The US Food and Drug Administration (FDA) approved PFAS for paper and cardboard coatings in 1967. Over time, PFAS-coated food wrapping became very popular; eventually, scientific studies showed these compounds could migrate into the food. PFAS compounds have been used extensively in fire-resistant products, firefighting foam, and many other industrial uses; as a result, many drinking water supplies have become contaminated with PFAS compounds. Studies by Northeastern University and the Environmental Working Group estimate that 19 million people are living in the US are drinking water contaminated with PFAS.

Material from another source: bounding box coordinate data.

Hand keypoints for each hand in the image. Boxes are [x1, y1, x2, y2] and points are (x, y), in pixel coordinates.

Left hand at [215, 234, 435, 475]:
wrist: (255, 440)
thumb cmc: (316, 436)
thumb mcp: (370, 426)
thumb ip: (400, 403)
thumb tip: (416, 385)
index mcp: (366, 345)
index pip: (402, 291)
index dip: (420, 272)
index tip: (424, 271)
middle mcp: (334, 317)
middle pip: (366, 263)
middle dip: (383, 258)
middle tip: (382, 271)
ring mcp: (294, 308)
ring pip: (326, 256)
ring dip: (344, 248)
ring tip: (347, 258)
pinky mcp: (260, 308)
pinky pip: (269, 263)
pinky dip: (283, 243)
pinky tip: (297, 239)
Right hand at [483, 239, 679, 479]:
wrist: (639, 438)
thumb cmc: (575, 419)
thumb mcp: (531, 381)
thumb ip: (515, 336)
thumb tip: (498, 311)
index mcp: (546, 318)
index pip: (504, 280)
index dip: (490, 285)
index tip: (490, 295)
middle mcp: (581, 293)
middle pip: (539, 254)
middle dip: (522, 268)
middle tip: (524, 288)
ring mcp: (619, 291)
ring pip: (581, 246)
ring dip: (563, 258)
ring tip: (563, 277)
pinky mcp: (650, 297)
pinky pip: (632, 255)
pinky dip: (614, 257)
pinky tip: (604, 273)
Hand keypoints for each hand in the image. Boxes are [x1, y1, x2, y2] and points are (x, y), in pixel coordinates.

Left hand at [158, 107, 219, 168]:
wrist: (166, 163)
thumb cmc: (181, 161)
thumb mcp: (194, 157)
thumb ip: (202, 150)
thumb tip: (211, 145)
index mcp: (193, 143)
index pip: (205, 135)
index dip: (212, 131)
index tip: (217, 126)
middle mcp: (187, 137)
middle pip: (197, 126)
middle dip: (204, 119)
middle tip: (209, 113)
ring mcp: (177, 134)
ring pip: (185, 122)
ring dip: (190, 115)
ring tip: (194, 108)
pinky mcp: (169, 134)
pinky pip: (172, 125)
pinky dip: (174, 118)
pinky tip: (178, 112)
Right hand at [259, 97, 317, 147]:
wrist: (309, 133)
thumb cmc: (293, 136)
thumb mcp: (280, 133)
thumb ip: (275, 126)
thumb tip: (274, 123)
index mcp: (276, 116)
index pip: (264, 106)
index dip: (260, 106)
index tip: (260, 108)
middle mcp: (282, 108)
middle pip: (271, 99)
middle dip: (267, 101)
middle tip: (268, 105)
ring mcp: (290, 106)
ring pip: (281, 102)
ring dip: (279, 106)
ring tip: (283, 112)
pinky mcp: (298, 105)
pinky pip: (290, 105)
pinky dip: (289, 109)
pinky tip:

According to the US Environmental Protection Agency (EPA), “thousands of PFAS chemicals are found in many different consumer, commercial, and industrial products and exposure to some PFAS in the environment may be linked to harmful health effects in humans and animals.” One scientific report found PFAS in the blood of 97% of Americans. The overall contamination results from the massive manufacture and use of these compounds, their resistance to natural breakdown mechanisms, and what many consider a failure of multiple entities to regulate them on behalf of human and environmental health. What are substitutes for food packaging? Think back to simpler times: bamboo, palm leaves, wax-coated paper. Newer liquid-impervious alternatives are possible, but consumers must demand that the long-term consequences of all new chemical compounds are known. Remember that we lived without these compounds before 1967. – “identify the essential and eliminate the rest….” LEO BABAUTA.
Julie Peller Ph.D. is an environmental chemist (Professor of Chemistry at Valparaiso University ) and she leads the Environmental Ministry at Nativity of Our Savior in Portage IN. Julie has been writing a weekly column for church bulletins for the past ~6 years called the Green Junction and is helping to move the call of Laudato Si to action forward. Her Research Interests are in Advanced oxidation for aqueous solutions, water quality analyses, emerging contaminants, air quality analyses, Lake Michigan shoreline challenges (Cladophora, water, and sediment contaminants), student and citizen participation in environmental work.